Quickstart: Een Java Spring Boot-app implementeren in Azure Service Fabric

In deze quickstart implementeert u een Java Spring Boot-toepassing in Azure Service Fabric met behulp van vertrouwde opdrachtregelprogramma's in Linux of macOS. Azure Service Fabric is een platform voor gedistribueerde systemen voor het implementeren en distribueren van microservices en containers.

Vereisten

Het voorbeeld downloaden

Voer in een terminalvenster de volgende opdracht uit om het Aan de slag-voorbeeld voor Spring Boot te klonen op de lokale computer.

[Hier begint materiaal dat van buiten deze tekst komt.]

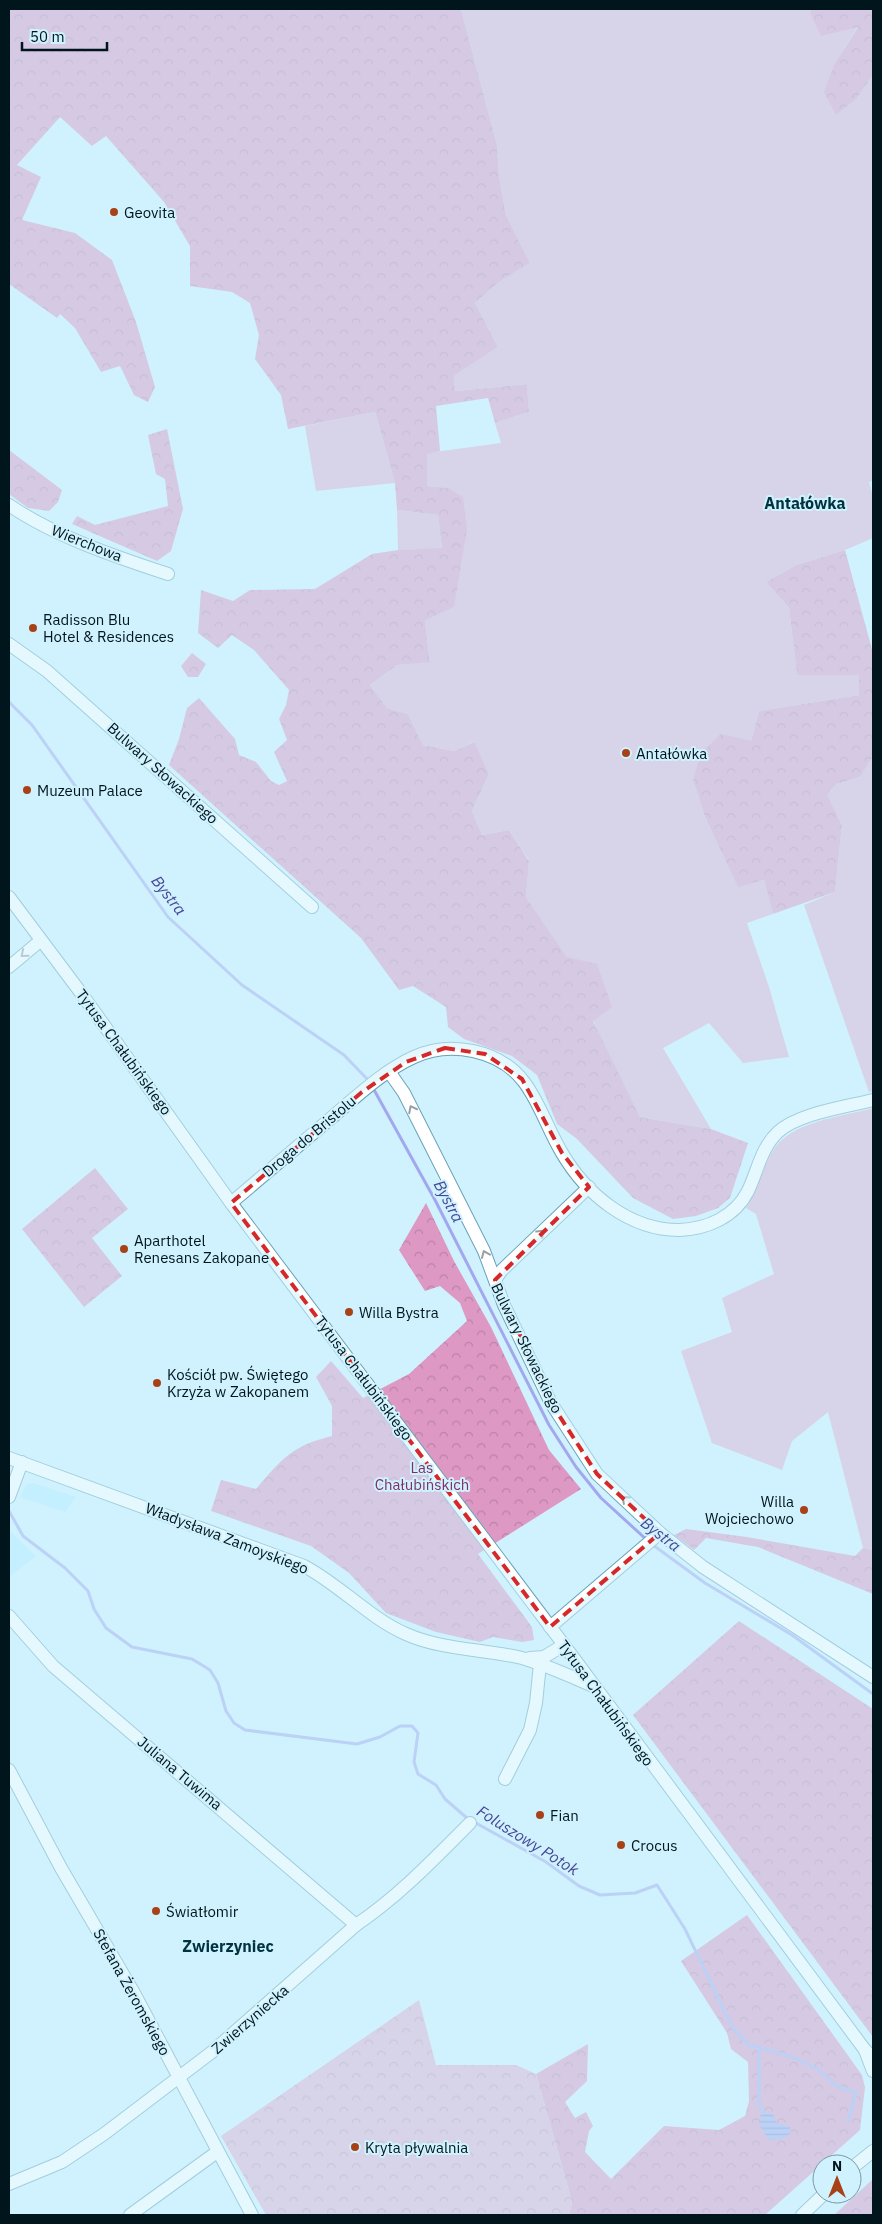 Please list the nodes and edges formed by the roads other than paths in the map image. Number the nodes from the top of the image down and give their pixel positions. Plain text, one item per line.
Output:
1 (9, 505) edge
2 (168, 574) dead end
3 (9, 644) edge
4 (9, 897) edge
5 (312, 906) dead end
6 (40, 941) junction
7 (9, 966) edge
8 (385, 1076) junction
9 (873, 1100) edge
10 (589, 1187) junction
11 (231, 1203) junction
12 (495, 1280) junction
13 (9, 1458) edge
14 (22, 1462) junction
15 (10, 1494) edge
16 (658, 1534) junction
17 (9, 1616) edge
18 (550, 1627) junction
19 (564, 1645) junction
20 (521, 1658) junction
21 (540, 1664) junction
22 (873, 1677) edge
23 (593, 1686) junction
24 (9, 1770) edge
25 (505, 1778) dead end
26 (470, 1823) dead end
27 (356, 1925) junction
28 (869, 2054) edge
29 (873, 2071) edge
30 (179, 2077) junction
31 (872, 2148) edge
32 (217, 2152) junction
33 (862, 2158) edge
34 (9, 2184) edge
35 (814, 2204) edge
36 (130, 2215) edge
37 (252, 2215) edge
38 (802, 2215) edge

1 - 2 street, Wierchowa
3 - 5 street, Bulwary Słowackiego
4 - 6 street, Tytusa Chałubińskiego
6 -> 7 street
6 - 11 street, Tytusa Chałubińskiego
8 - 10 street, Droga do Bristolu
8 - 11 street, Droga do Bristolu
12 -> 8 street, Bulwary Słowackiego
9 - 10 street, Droga do Bristolu
12 -> 10 street
11 - 18 street, Tytusa Chałubińskiego
16 -> 12 street, Bulwary Słowackiego
13 - 14 street, Władysława Zamoyskiego
14 - 15 street
14 - 20 street, Władysława Zamoyskiego
16 - 18 street
16 - 22 street, Bulwary Słowackiego
17 - 27 street, Juliana Tuwima
18 - 19 street, Tytusa Chałubińskiego
19 - 20 street, Władysława Zamoyskiego
19 - 23 street, Tytusa Chałubińskiego
20 - 21 street, Władysława Zamoyskiego
21 - 23 street, Władysława Zamoyskiego
21 - 25 street
23 - 28 street, Tytusa Chałubińskiego
24 - 30 street, Stefana Żeromskiego
26 - 27 street, Zwierzyniecka
27 - 30 street, Zwierzyniecka
28 - 29 street, Tytusa Chałubińskiego
30 - 32 street, Stefana Żeromskiego
30 - 34 street, Zwierzyniecka
31 - 33 street
32 - 36 street
32 - 37 street, Stefana Żeromskiego
35 - 38 street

git clone https://github.com/spring-guides/gs-spring-boot.git

De Spring Boot-toepassing compileren

Voer in de map gs-spring-boot/complete de onderstaande opdracht uit om de toepassing te compileren

./gradlew build

De Spring Boot-toepassing inpakken

  1. Voer in de map gs-spring-boot van uw kloon de opdracht yo azuresfguest uit.

  2. Voer de volgende details in voor elke prompt.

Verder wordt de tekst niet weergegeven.